Retour sur l’après-midi du 24 mars à l’Opéra Garnier. Au programme, hommage au chorégraphe Roland Petit à travers trois de ses chorégraphies.
L’Opéra de Paris rend actuellement hommage à Roland Petit, chorégraphe français décédé l’an dernier, à travers la reprise de trois de ses ballets : Le Rendez-vous, Le Loup et Carmen.
Le 24 mars, après-midi, le rôle du jeune homme dans Le Rendez-vous a été dansé par Alexandre Gasse, en remplacement de Jérémie Bélingard. Un danseur que je ne connaissais pas, mais qui m’a fait une très bonne impression. Il était vif, net, et son « jeune homme » n’était pas sans rappeler celui de Nicolas Le Riche. Face à lui, une Alice Renavand à qui le rôle de femme fatale « à-la-Petit » va décidément très bien (comme dans Le Jeune homme et la mort). Son atout est de parvenir à rester attirante tout en étant d’une totale froideur. Très bon moment que ce ballet qui nous fait respirer l’odeur des faubourgs parisiens.
J’avais gardé un moins bon souvenir du Loup, dansé à l’Opéra il y a quelques années. Cette fois-ci, j’ai davantage apprécié l’ambiance tragi-comique de cette pièce. Benjamin Pech était également remplacé dans le rôle du Loup (je ne sais plus par qui, malheureusement). Je noterai simplement la présence de Lætitia Pujol, à qui mon cœur d’amateur de danse appartient depuis que je l’ai vue danser Roméo et Juliette en 2011 (et au récent Gala Noureev – vidéo ici). Sa danse est toujours marquée par une grande fraîcheur. Par ailleurs, elle me semble avoir parmi les plus harmonieuses pirouettes de la compagnie.
Carmen, petit bijou
Venons-en à Carmen, le « clou » de la journée. Nicolas Le Riche dansait Don José. Comme d’habitude, à l’issue de la représentation, on a envie de se signer pour remercier le ciel de l’avoir vu sur scène. Le miracle avec lui, c’est qu’il est Le Riche à 100 % dans chacun de ses personnages, et pourtant, en assistant à l’une de ses performances, on sent vivre son personnage à 100%. La scène où Don José lutte contre une pulsion de meurtre était impressionnante. La mort, la folie étaient sur scène à travers ses gestes. C’est bien sûr en grande partie grâce à la qualité de la chorégraphie de Petit. Mais Le Riche met là-dedans une passion folle ; il parvient à un compromis parfait entre respect de la chorégraphie, maîtrise technique et liberté d’interprétation. Il transcende la partition. Il a cette fougue, cette confiance en lui immense qui lui permet de s’abandonner à ses émotions sur scène. Pareillement lors de la scène finale, où le spectateur est transporté par la gravité du moment. Cela reste tout de même rare que des artistes nous fassent totalement oublier que nous sommes dans un théâtre.

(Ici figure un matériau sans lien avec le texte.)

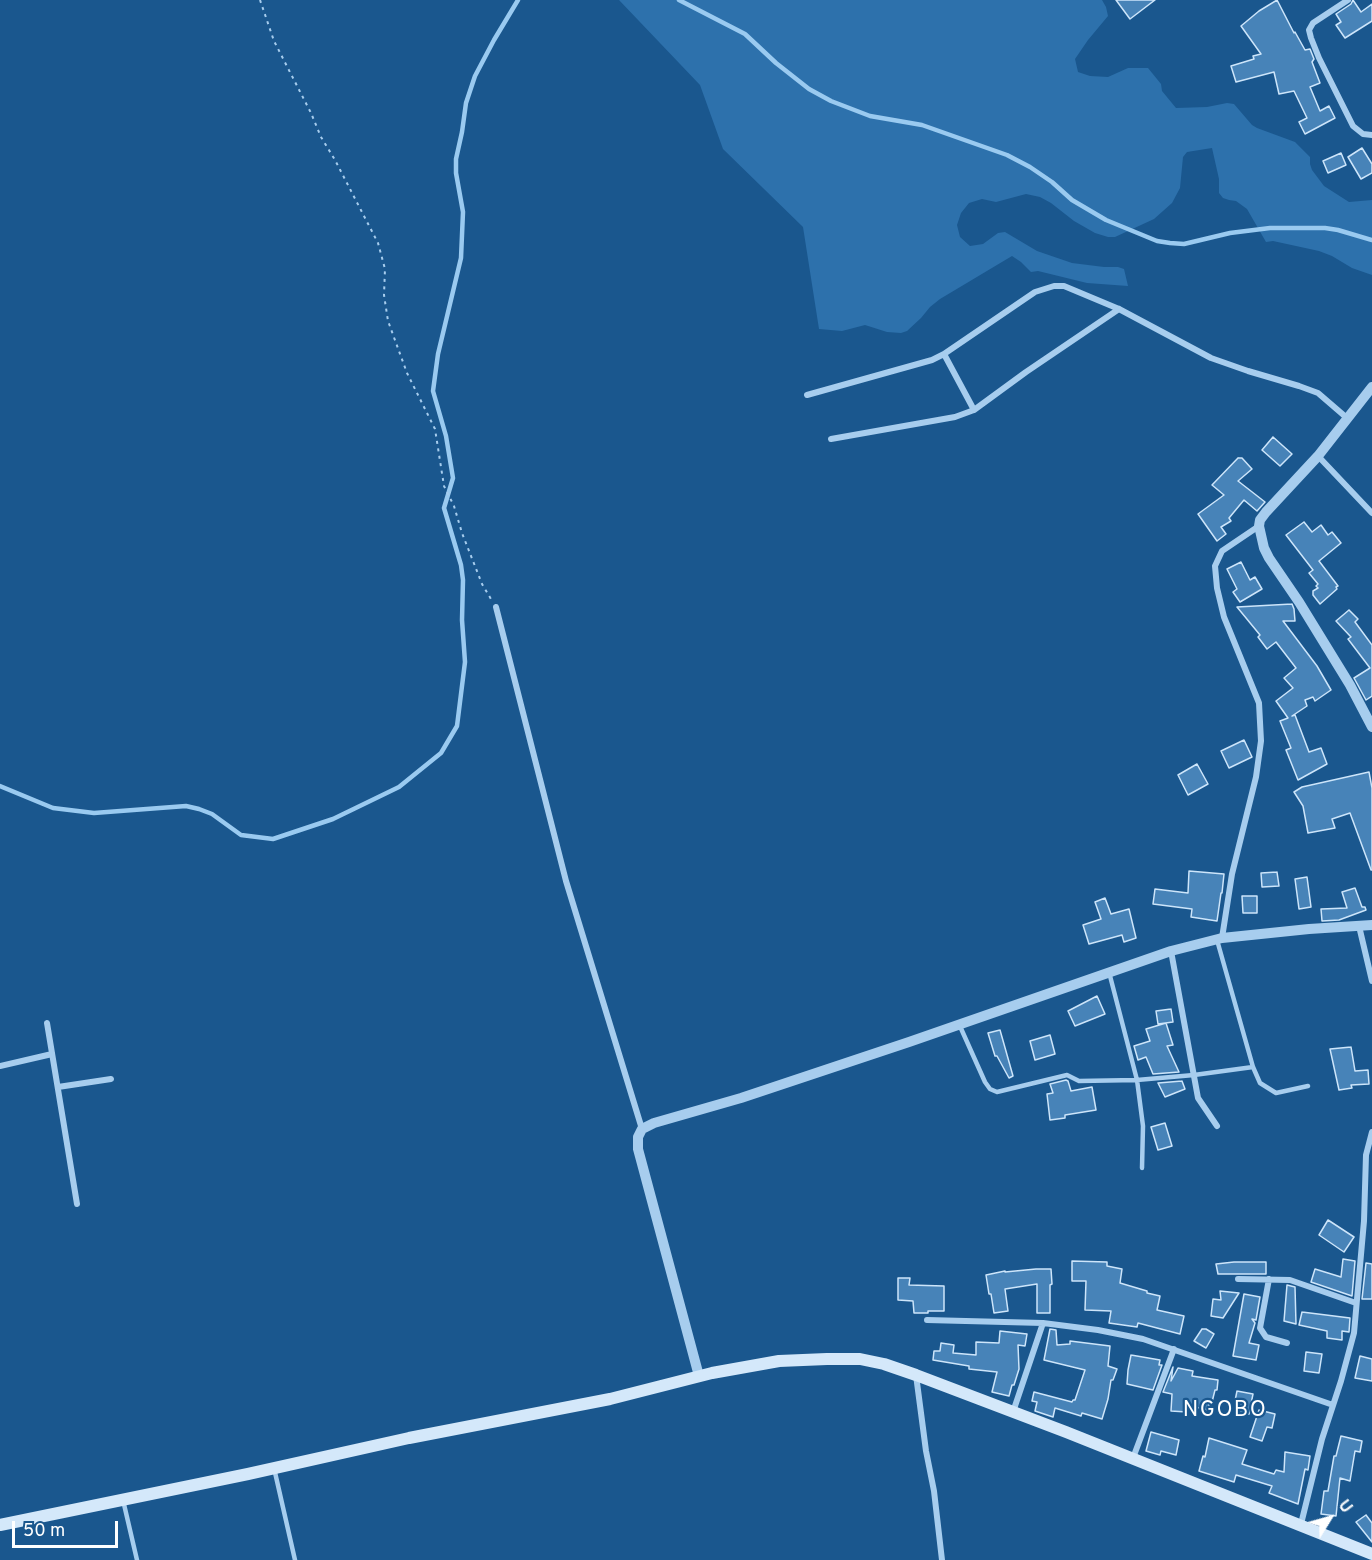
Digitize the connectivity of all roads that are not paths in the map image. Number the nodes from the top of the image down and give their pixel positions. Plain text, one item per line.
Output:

L’interprétation de Carmen par Eleonora Abbagnato a plu à mes camarades spectateurs pour sa technique et sa passion. Ce n’est pas mon impression. Je l’ai trouvée assez tendue, un peu raide. On avait du mal à imaginer un Don José tomber amoureux d’une femme si sèche. Il manquait, à mon humble avis, la dimension enjôleuse de Carmen, qui ne doit être froide que par éclairs.
Plus généralement, ce ballet est un petit bijou. La musique de Bizet est toujours un plaisir à entendre, et la passion sous toutes ses formes imprègne la chorégraphie. Le pas de deux de la chambre compte parmi les plus beaux moments de danse que j’ai vus (que de tendresse et de violence mêlées !). Un petit souci inhérent à Carmen, toutefois : Don José n’est pas un faible comme dans l’opéra de Bizet, à plus forte raison quand c’est Le Riche (!!!) qui le danse. On imagine donc mal comment ce Don José, dominant comme un matador, se retrouve fragilisé et piégé par Carmen. Mais ce petit paradoxe ne dérange pas outre-mesure.